* _Aim of the exercise_: What lines in the records below include the word "黄阁南路"? Return each one.

────

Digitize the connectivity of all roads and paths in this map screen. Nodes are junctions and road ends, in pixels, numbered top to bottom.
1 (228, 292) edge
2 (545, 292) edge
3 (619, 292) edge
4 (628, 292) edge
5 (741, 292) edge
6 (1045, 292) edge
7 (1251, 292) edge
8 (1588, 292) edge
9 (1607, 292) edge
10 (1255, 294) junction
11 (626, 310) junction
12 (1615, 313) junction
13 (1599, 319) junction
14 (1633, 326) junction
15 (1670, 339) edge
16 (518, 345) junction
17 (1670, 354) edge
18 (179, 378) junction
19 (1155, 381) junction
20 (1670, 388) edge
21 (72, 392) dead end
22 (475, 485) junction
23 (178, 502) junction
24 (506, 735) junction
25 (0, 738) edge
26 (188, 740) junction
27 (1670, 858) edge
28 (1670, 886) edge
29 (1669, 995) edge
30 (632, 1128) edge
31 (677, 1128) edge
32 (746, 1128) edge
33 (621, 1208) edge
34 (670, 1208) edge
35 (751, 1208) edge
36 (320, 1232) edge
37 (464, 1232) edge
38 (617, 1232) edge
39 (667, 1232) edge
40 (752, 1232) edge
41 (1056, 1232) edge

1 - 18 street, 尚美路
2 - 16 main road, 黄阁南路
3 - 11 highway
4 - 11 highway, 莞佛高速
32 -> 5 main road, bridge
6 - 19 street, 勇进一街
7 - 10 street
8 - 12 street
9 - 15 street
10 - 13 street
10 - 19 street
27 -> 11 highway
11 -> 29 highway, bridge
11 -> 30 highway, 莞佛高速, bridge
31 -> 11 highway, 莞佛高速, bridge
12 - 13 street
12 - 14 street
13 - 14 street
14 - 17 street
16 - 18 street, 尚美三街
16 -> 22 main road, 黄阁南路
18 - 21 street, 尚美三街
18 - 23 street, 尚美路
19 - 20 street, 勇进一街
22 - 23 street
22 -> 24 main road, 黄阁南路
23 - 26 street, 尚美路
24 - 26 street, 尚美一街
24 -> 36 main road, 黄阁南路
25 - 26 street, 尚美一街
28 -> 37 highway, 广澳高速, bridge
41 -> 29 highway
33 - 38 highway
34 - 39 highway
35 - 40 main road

────

* _Solution for this problem_:
2 - 16 main road, 黄阁南路
16 -> 22 main road, 黄阁南路
22 -> 24 main road, 黄阁南路
24 -> 36 main road, 黄阁南路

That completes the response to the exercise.